Joseph Goebbels was smaller than were most other boys. He had a weak chin. And he had a "clubfoot" – with one leg three inches shorter than the other, and little Joseph was resentful. He has been described as lurking in the corner at a school dance, having an expression of hate and as being especially cold towards boys who were tall and handsome.
Not able to participate successfully in games, little Joseph pursued his studies harder than did most other kids. He did well in math, physics and in his other subjects, and his father had plans for him, hoping to elevate the family from what had been its humble beginnings.
For Joseph there were some intervening tribulations. Seventeen when World War I began, he was devastated by being denied the glory of going off to do heroic duty for the Fatherland. He is reported to have cried aloud, to have locked himself in his room and refusing to eat.
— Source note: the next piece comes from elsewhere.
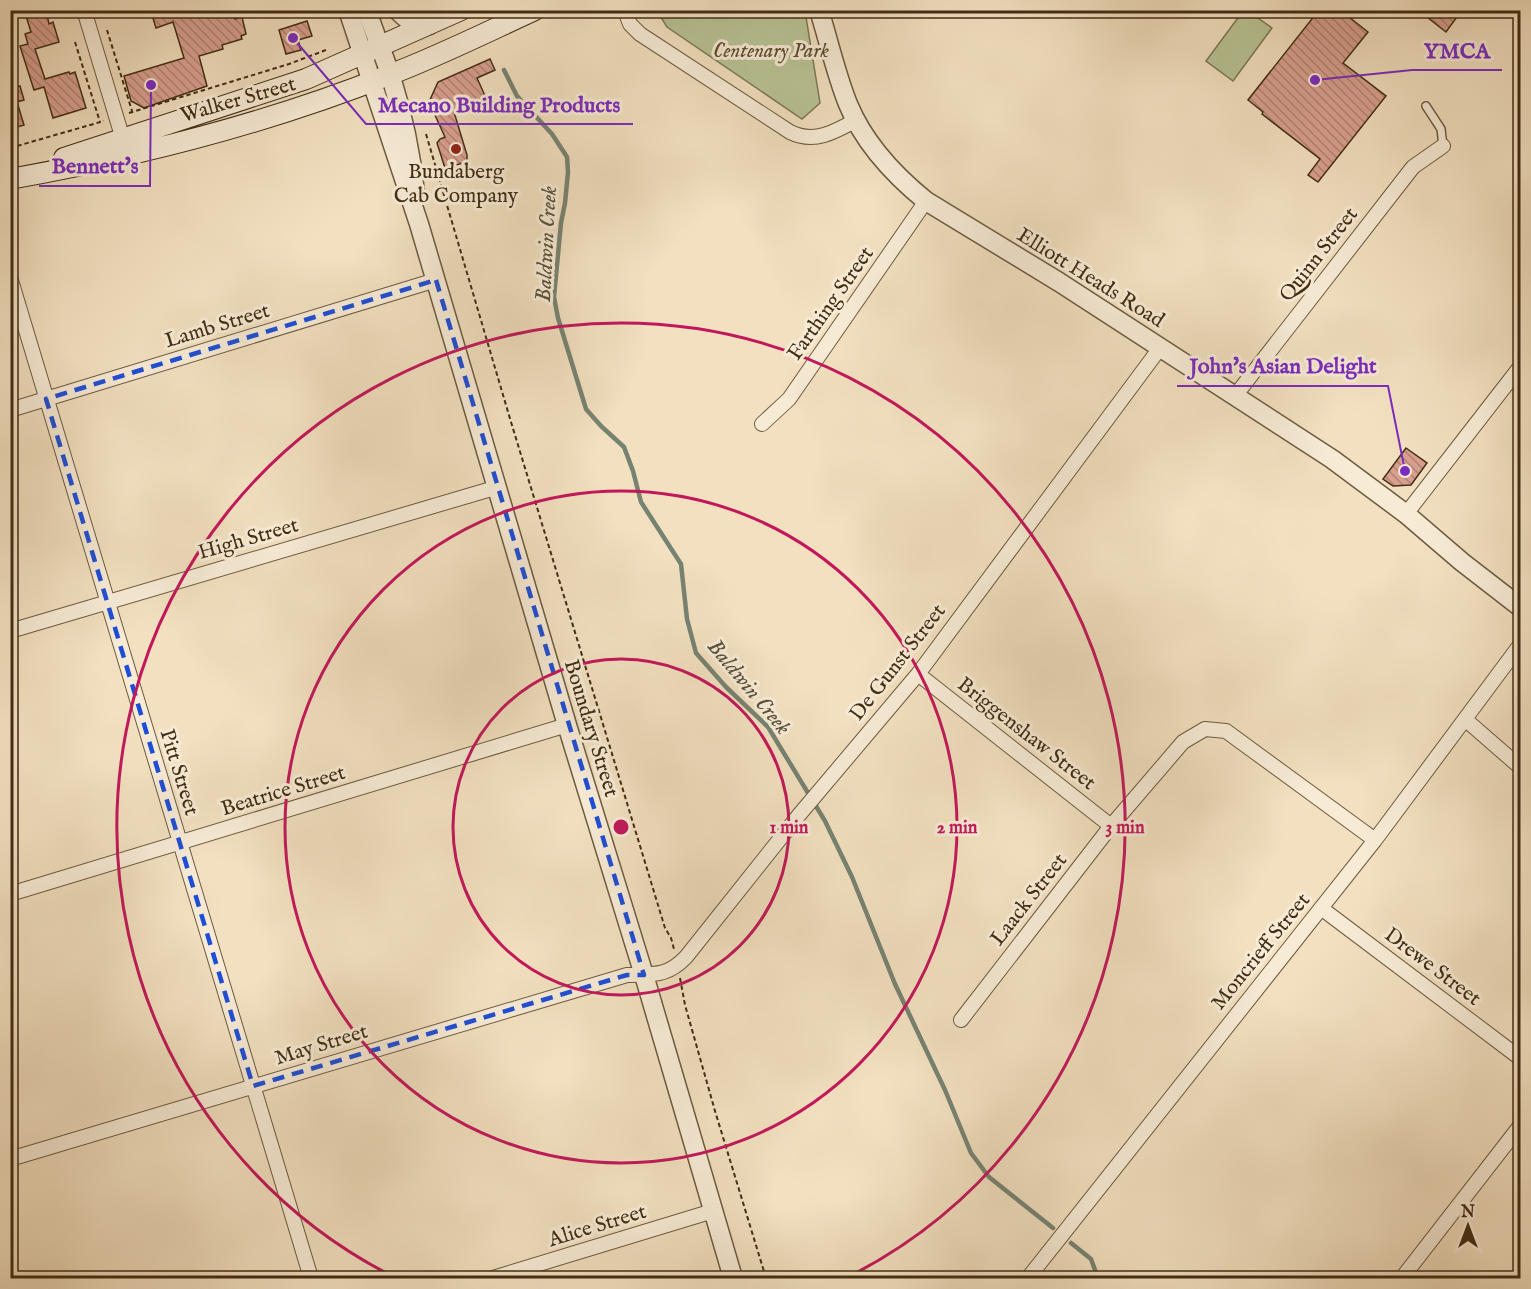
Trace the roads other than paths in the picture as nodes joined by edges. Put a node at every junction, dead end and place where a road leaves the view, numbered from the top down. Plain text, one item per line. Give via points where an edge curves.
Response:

Goebbels finished secondary schooling, and because of his good grades he was chosen to give the class farewell address. He left school not having been popular with his classmates, with a reputation as someone who worked too hard, who tried too hard to ingratiate himself with his teachers, with arrogance and affections and quick to belittle those he knew.
Goebbels went to the university, worked at tutoring and, active in a Catholic student fraternity, Unitas, he was able to receive an interest-free financial assistance from the Albertus Magnus Society, which aided poor Catholic students - a loan that in the years to come he would try to avoid repaying.
Goebbels received his doctorate degree on April 21, 1922, his doctoral thesis narrowly focused, as most are, and titled "Wilhelm von Schütz as Dramatist: A Contribution to the History of the Drama of the Romantic School." From now on he would proudly display his title, Dr. Goebbels, and for less formal occasion he would allow simply: herr Doctor.
With literature his focus in life, Dr. Goebbels wrote a novel, Michael, described by one biographer, Helmut Heiber, as quasi-autobiographical and an adaptation of the diary he had been keeping since 1920. Heiber described the book as romantic, sentimental, stilted, sententious and banal bombast.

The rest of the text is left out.